Passano meno di due settimane, è il 17 luglio, quando l'Ospedale San Paolo invia finalmente la relazione: il malato non risponde alle cure; non c'è più niente da fare, l'ultima spiaggia è la terapia del dolore. È ormai chiaro che la condanna definitiva per Giorgio è stata scritta, e non da un tribunale civile. Il giorno successivo ha una crisi respiratoria, l'ultima prima che diventi necessario il ricorso alla tracheotomia e all'aiuto di una macchina respiratoria. è soprattutto in queste ultime fasi della malattia, quando ormai Giorgio è stato trasferito nel reparto rianimazione, che anche le comunicazioni tra il detenuto e il difensore diventano difficili.

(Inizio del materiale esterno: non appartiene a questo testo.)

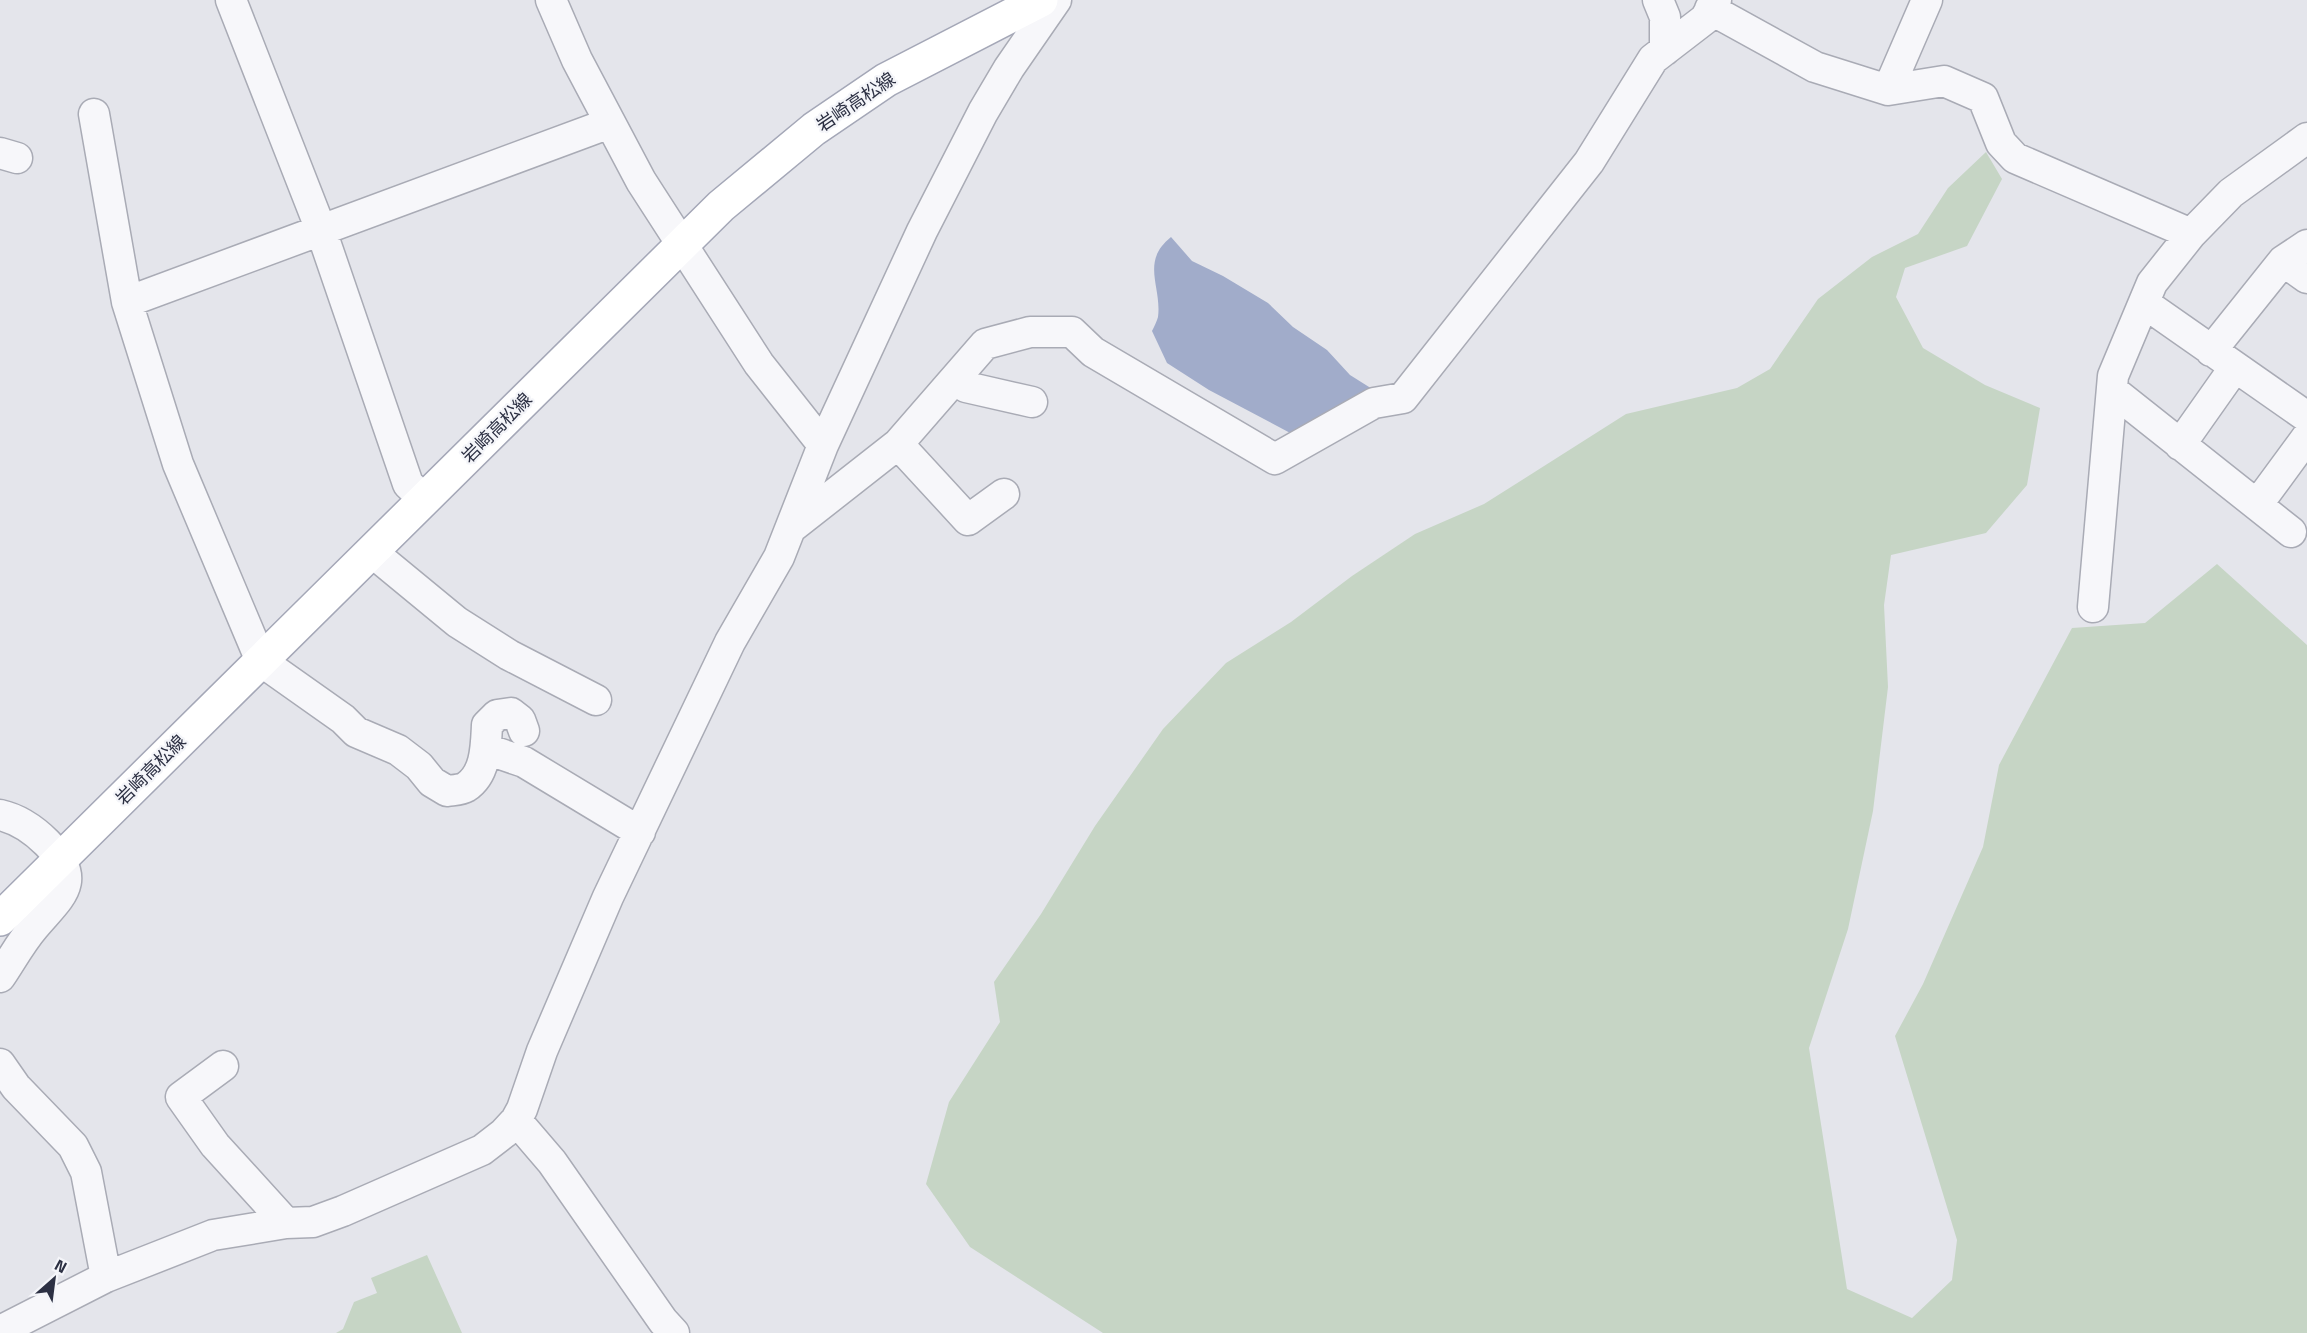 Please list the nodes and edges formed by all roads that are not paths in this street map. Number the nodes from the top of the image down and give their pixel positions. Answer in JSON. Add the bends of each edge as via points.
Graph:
{"nodes":[{"id":1,"x":231,"y":0,"type":"edge"},
{"id":2,"x":551,"y":0,"type":"edge"},
{"id":3,"x":1041,"y":0,"type":"edge"},
{"id":4,"x":1056,"y":0,"type":"edge"},
{"id":5,"x":1658,"y":0,"type":"edge"},
{"id":6,"x":1927,"y":0,"type":"edge"},
{"id":7,"x":1713,"y":5,"type":"edge"},
{"id":8,"x":1665,"y":50,"type":"junction"},
{"id":9,"x":1888,"y":90,"type":"junction"},
{"id":10,"x":93,"y":114,"type":"dead end"},
{"id":11,"x":610,"y":123,"type":"junction"},
{"id":12,"x":2307,"y":138,"type":"edge"},
{"id":13,"x":321,"y":230,"type":"junction"},
{"id":14,"x":2191,"y":234,"type":"junction"},
{"id":15,"x":682,"y":245,"type":"junction"},
{"id":16,"x":2299,"y":261,"type":"edge"},
{"id":17,"x":127,"y":302,"type":"junction"},
{"id":18,"x":2144,"y":303,"type":"junction"},
{"id":19,"x":2211,"y":351,"type":"junction"},
{"id":20,"x":2235,"y":368,"type":"junction"},
{"id":21,"x":955,"y":379,"type":"junction"},
{"id":22,"x":2112,"y":390,"type":"junction"},
{"id":23,"x":1032,"y":402,"type":"dead end"},
{"id":24,"x":2307,"y":417,"type":"edge"},
{"id":25,"x":2307,"y":437,"type":"edge"},
{"id":26,"x":898,"y":444,"type":"junction"},
{"id":27,"x":2180,"y":444,"type":"junction"},
{"id":28,"x":824,"y":445,"type":"junction"},
{"id":29,"x":1004,"y":494,"type":"dead end"},
{"id":30,"x":425,"y":500,"type":"junction"},
{"id":31,"x":2257,"y":505,"type":"junction"},
{"id":32,"x":792,"y":528,"type":"junction"},
{"id":33,"x":2291,"y":532,"type":"dead end"},
{"id":34,"x":372,"y":552,"type":"junction"},
{"id":35,"x":2093,"y":607,"type":"dead end"},
{"id":36,"x":261,"y":661,"type":"junction"},
{"id":37,"x":596,"y":700,"type":"dead end"},
{"id":38,"x":524,"y":731,"type":"dead end"},
{"id":39,"x":486,"y":749,"type":"junction"},
{"id":40,"x":0,"y":816,"type":"edge"},
{"id":41,"x":640,"y":832,"type":"junction"},
{"id":42,"x":62,"y":858,"type":"junction"},
{"id":43,"x":0,"y":919,"type":"edge"},
{"id":44,"x":0,"y":977,"type":"edge"},
{"id":45,"x":0,"y":1064,"type":"edge"},
{"id":46,"x":223,"y":1066,"type":"dead end"},
{"id":47,"x":516,"y":1120,"type":"junction"},
{"id":48,"x":286,"y":1223,"type":"junction"},
{"id":49,"x":106,"y":1277,"type":"junction"},
{"id":50,"x":0,"y":1331,"type":"edge"},
{"id":51,"x":674,"y":1333,"type":"edge"}],
"edges":[{"from":1,"to":13,"type":"street"},
{"from":2,"to":11,"type":"street","via":[[576,60]]},
{"from":3,"to":15,"type":"main road","name":"岩崎高松線","via":[[886,80],[806,136],[721,206]]},
{"from":4,"to":28,"type":"street","via":[[1009,68],[972,132]]},
{"from":5,"to":8,"type":"street","via":[[1665,17]]},
{"from":6,"to":9,"type":"street"},
{"from":7,"to":8,"type":"street","via":[[1705,19]]},
{"from":7,"to":9,"type":"street","via":[[1815,67]]},
{"from":8,"to":21,"type":"street","via":[[1653,59],[1589,162],[1403,398],[1374,403],[1275,459],[1094,352],[1072,332],[1030,332],[985,344]]},
{"from":9,"to":14,"type":"street","via":[[1944,81],[1983,98],[2001,143],[2015,158]]},
{"from":10,"to":17,"type":"street"},
{"from":11,"to":13,"type":"street"},
{"from":11,"to":15,"type":"street"},
{"from":12,"to":14,"type":"street","via":[[2231,194]]},
{"from":13,"to":17,"type":"street"},
{"from":13,"to":30,"type":"street","via":[[408,484]]},
{"from":14,"to":18,"type":"street","via":[[2152,284]]},
{"from":15,"to":28,"type":"street","via":[[759,364]]},
{"from":15,"to":30,"type":"main road","name":"岩崎高松線"},
{"from":16,"to":19,"type":"street"},
{"from":17,"to":36,"type":"street","via":[[178,464]]},
{"from":18,"to":19,"type":"street"},
{"from":18,"to":22,"type":"street","via":[[2113,376]]},
{"from":19,"to":20,"type":"street"},
{"from":20,"to":24,"type":"street"},
{"from":20,"to":27,"type":"street"},
{"from":21,"to":23,"type":"street","via":[[966,387]]},
{"from":21,"to":26,"type":"street"},
{"from":22,"to":27,"type":"street"},
{"from":22,"to":35,"type":"street"},
{"from":25,"to":31,"type":"street"},
{"from":26,"to":29,"type":"street","via":[[968,520]]},
{"from":26,"to":32,"type":"street"},
{"from":27,"to":31,"type":"street"},
{"from":28,"to":32,"type":"street"},
{"from":30,"to":34,"type":"main road","name":"岩崎高松線"},
{"from":31,"to":33,"type":"street"},
{"from":32,"to":41,"type":"street","via":[[730,642]]},
{"from":34,"to":36,"type":"main road","name":"岩崎高松線"},
{"from":34,"to":37,"type":"street","via":[[457,622],[509,655]]},
{"from":36,"to":39,"type":"street","via":[[356,732],[398,750],[447,791],[465,788],[478,775]]},
{"from":36,"to":42,"type":"main road","name":"岩崎高松線"},
{"from":38,"to":39,"type":"street","via":[[520,720],[511,713],[497,715],[487,725]]},
{"from":39,"to":41,"type":"street","via":[[524,762]]},
{"from":40,"to":42,"type":"street","via":[[14,818]]},
{"from":41,"to":47,"type":"street","via":[[594,930]]},
{"from":42,"to":43,"type":"main road","name":"岩崎高松線"},
{"from":42,"to":44,"type":"street","via":[[67,880],[61,898],[32,929]]},
{"from":45,"to":49,"type":"street","via":[[16,1087],[73,1146],[86,1172]]},
{"from":46,"to":48,"type":"street","via":[[181,1097],[214,1145]]},
{"from":47,"to":48,"type":"street","via":[[482,1150],[438,1171],[313,1222]]},
{"from":47,"to":51,"type":"street","via":[[552,1162]]},
{"from":48,"to":49,"type":"street","via":[[213,1235]]},
{"from":49,"to":50,"type":"street"}]}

L'avvocato Brocchi denuncia nella sua missiva che l'Autorità giudiziaria non viene informata punto per punto delle condizioni del detenuto. Ci sarebbe la possibilità di fargli vivere questi ultimi giorni di vita in un hospice, agli arresti domiciliari ma l'avvocato chiede qualcosa di più: chiede "un ultimo gesto di umanità e clemenza" e la revoca della misura cautelare. Chiede che possa morire da uomo libero. I tempi della giustizia però sono lunghi e, anche se il pg ha dato il suo via libera, Giorgio muore prima che la Corte d'Appello possa pronunciarsi sul suo destino.
Sarà ora un'indagine interna, avviata dal difensore civico regionale e dal garante dei detenuti, a capire se qualcuno, in questo procedimento, abbia sbagliato o magari ritardato qualcosa. Quello che resta è però una domanda sul senso della libertà e sulla sua restrizione ai tempi di un diffuso giustizialismo.
Questo detenuto, come altri, aveva certamente sbagliato molto, aveva arrecato un danno alla comunità e ne stava pagando il prezzo con la mancata libertà. In un momento "solenne" come quello della morte aveva chiesto alla giustizia e alla società di ritrovare un sentimento dimenticato: quello che i latini chiamavano 'pietas'.
Non c'è stato il tempo di capire se la giustizia e la società avrebbero risposto dimostrando di averlo ancora.